Top of Provided data

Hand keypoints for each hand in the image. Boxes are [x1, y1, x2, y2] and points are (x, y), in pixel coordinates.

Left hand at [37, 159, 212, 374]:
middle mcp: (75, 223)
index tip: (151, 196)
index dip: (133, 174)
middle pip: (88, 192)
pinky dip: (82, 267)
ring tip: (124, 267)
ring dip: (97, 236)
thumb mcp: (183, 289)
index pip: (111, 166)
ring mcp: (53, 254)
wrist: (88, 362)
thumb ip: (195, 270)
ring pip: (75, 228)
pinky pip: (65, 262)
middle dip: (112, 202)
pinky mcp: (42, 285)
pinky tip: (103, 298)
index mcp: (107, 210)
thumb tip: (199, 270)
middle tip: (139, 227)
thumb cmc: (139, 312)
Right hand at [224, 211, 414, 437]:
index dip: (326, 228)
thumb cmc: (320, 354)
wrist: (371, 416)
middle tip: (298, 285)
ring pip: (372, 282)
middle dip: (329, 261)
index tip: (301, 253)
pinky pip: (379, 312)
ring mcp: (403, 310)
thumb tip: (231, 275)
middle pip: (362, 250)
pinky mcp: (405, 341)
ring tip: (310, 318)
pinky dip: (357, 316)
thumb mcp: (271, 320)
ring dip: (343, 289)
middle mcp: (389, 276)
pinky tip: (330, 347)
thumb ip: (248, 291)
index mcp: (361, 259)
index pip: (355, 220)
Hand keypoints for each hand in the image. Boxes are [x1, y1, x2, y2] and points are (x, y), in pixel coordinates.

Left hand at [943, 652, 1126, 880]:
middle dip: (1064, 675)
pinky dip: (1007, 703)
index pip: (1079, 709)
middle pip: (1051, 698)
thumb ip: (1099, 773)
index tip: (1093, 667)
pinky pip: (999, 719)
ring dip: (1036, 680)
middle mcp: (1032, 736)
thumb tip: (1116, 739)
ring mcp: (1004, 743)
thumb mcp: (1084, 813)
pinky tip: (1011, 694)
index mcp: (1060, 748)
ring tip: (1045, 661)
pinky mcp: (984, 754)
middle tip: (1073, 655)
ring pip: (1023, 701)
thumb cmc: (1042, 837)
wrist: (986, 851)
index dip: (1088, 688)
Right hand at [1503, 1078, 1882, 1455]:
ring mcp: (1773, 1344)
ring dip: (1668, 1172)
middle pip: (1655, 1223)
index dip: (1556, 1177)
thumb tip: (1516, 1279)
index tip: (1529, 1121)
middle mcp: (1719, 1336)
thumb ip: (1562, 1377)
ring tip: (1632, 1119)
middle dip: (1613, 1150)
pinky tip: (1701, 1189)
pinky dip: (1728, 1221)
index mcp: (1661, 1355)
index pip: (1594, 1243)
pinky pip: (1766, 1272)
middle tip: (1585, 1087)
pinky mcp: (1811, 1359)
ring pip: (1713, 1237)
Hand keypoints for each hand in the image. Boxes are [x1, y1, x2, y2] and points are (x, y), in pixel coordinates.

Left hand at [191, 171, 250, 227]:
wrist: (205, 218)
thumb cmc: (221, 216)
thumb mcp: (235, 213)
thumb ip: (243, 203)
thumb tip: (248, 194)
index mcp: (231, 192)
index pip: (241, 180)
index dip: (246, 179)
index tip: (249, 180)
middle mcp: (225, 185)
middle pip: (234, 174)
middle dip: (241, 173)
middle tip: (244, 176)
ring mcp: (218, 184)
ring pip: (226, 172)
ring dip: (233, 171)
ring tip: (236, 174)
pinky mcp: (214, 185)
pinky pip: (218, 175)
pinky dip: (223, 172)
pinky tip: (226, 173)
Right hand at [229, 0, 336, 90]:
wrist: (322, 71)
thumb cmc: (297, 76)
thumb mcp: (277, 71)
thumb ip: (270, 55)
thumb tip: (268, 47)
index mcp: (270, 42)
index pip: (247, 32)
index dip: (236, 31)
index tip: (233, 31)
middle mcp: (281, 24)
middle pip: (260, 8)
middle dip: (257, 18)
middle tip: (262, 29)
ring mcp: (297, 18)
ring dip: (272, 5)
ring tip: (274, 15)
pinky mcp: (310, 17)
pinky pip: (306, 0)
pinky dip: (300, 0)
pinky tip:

Bottom of Provided data

**Exercise directions**
Your task is to copy every line in the entries that holds the string "Left".

**Solution below**
Left hand at [37, 159, 212, 374]:
Left hand at [943, 652, 1126, 880]:
Left hand at [191, 171, 250, 227]:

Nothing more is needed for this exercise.